[[ SOURCE DATA, beginning ]]

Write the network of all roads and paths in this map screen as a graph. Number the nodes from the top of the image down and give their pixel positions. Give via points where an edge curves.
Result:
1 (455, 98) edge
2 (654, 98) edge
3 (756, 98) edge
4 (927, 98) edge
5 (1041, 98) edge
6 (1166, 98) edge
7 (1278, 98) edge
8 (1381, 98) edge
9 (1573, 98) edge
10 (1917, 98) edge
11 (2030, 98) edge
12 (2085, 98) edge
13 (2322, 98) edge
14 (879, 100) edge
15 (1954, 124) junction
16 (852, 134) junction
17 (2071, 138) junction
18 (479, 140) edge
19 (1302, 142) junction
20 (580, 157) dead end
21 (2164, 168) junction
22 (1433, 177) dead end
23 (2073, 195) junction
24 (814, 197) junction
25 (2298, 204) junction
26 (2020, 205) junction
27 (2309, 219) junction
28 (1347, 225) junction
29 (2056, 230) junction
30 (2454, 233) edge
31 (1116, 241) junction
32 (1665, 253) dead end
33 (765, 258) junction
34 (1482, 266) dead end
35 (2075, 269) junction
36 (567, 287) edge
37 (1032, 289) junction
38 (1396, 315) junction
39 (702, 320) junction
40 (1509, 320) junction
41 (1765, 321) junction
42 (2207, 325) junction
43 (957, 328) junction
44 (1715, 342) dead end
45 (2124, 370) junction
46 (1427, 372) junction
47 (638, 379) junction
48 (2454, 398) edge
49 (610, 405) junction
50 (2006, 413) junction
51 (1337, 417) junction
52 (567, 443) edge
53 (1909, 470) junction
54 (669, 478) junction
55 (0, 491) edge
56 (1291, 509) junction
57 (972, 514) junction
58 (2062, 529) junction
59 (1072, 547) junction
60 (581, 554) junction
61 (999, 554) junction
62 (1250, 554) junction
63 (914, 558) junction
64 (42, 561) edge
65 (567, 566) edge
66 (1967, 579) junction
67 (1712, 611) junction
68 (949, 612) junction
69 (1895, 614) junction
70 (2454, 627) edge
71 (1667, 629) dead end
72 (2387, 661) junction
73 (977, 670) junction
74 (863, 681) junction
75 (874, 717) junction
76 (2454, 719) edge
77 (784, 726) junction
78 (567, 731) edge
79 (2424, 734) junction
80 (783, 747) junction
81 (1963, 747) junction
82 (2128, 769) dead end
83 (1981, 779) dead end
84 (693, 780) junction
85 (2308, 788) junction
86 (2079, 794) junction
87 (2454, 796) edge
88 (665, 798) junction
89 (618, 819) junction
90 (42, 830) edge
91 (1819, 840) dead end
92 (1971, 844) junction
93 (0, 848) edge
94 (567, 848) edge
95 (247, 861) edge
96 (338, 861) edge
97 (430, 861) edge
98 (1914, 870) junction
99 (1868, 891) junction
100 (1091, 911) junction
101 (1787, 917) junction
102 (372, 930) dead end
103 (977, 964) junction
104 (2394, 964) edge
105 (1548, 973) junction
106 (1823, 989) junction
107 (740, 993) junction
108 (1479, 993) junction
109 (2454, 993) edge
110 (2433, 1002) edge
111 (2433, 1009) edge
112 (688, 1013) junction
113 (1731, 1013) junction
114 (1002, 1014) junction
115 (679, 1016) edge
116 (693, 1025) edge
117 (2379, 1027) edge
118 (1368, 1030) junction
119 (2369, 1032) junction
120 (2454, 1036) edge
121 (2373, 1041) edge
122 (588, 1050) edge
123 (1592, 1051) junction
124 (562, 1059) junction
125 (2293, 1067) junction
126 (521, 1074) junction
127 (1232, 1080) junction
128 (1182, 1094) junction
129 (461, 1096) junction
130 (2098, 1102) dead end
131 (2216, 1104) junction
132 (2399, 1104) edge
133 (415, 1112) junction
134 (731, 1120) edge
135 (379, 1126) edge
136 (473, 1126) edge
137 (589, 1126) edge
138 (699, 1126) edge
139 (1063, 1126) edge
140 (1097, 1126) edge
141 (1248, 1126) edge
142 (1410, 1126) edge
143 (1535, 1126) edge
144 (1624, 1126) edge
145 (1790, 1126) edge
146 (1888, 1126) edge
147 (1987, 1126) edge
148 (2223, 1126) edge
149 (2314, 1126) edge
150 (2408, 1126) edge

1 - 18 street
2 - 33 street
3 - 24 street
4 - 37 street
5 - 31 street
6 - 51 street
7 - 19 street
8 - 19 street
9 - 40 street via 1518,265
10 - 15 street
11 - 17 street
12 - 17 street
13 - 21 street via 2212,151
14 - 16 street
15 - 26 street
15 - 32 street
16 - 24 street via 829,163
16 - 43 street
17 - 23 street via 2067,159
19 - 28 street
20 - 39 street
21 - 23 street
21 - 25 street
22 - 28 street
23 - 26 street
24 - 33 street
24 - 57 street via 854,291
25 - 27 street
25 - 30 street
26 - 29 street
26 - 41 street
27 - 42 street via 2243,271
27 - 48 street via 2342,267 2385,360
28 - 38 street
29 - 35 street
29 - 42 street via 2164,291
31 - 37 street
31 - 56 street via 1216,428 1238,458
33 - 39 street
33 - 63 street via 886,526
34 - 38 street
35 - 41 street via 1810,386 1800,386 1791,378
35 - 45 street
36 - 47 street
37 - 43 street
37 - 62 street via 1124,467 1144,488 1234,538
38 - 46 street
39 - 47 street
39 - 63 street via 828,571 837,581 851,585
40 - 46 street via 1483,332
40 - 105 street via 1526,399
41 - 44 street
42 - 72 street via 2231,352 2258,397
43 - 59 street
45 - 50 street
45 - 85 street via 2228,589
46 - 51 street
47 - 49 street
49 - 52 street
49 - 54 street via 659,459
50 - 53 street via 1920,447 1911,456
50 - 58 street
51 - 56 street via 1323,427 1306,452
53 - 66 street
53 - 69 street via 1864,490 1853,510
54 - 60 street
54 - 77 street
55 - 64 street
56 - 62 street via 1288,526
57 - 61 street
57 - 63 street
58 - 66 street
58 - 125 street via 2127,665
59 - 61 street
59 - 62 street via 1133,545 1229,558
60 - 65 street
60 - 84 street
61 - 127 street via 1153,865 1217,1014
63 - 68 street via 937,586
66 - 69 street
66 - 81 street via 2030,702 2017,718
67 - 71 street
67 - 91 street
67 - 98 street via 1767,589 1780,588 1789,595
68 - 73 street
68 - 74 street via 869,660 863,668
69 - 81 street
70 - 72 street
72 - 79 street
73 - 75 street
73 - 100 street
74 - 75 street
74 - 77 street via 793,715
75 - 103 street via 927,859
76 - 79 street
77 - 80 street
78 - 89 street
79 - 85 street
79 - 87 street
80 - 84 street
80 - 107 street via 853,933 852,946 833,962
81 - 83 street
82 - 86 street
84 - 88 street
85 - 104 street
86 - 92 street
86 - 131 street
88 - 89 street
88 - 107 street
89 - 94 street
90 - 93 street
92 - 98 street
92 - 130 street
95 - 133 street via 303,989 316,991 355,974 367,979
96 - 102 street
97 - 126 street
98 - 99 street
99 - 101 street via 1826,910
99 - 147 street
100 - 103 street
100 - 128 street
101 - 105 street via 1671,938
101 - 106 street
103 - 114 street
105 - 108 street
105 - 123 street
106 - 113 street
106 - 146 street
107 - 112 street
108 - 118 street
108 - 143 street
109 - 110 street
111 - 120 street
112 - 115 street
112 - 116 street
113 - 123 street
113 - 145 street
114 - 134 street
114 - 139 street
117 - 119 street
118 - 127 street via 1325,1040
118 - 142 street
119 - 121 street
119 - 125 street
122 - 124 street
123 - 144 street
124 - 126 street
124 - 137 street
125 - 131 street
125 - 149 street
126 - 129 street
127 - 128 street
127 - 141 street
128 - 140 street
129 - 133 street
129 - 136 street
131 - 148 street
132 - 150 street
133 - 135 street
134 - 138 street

[[ SOURCE DATA, end ]]

§ **WORK REQUEST**
With the string "dead" as the key, filter the data above and show the lines that match.

§ **THE ANSWER**
20 (580, 157) dead end
22 (1433, 177) dead end
32 (1665, 253) dead end
34 (1482, 266) dead end
44 (1715, 342) dead end
71 (1667, 629) dead end
82 (2128, 769) dead end
83 (1981, 779) dead end
91 (1819, 840) dead end
102 (372, 930) dead end
130 (2098, 1102) dead end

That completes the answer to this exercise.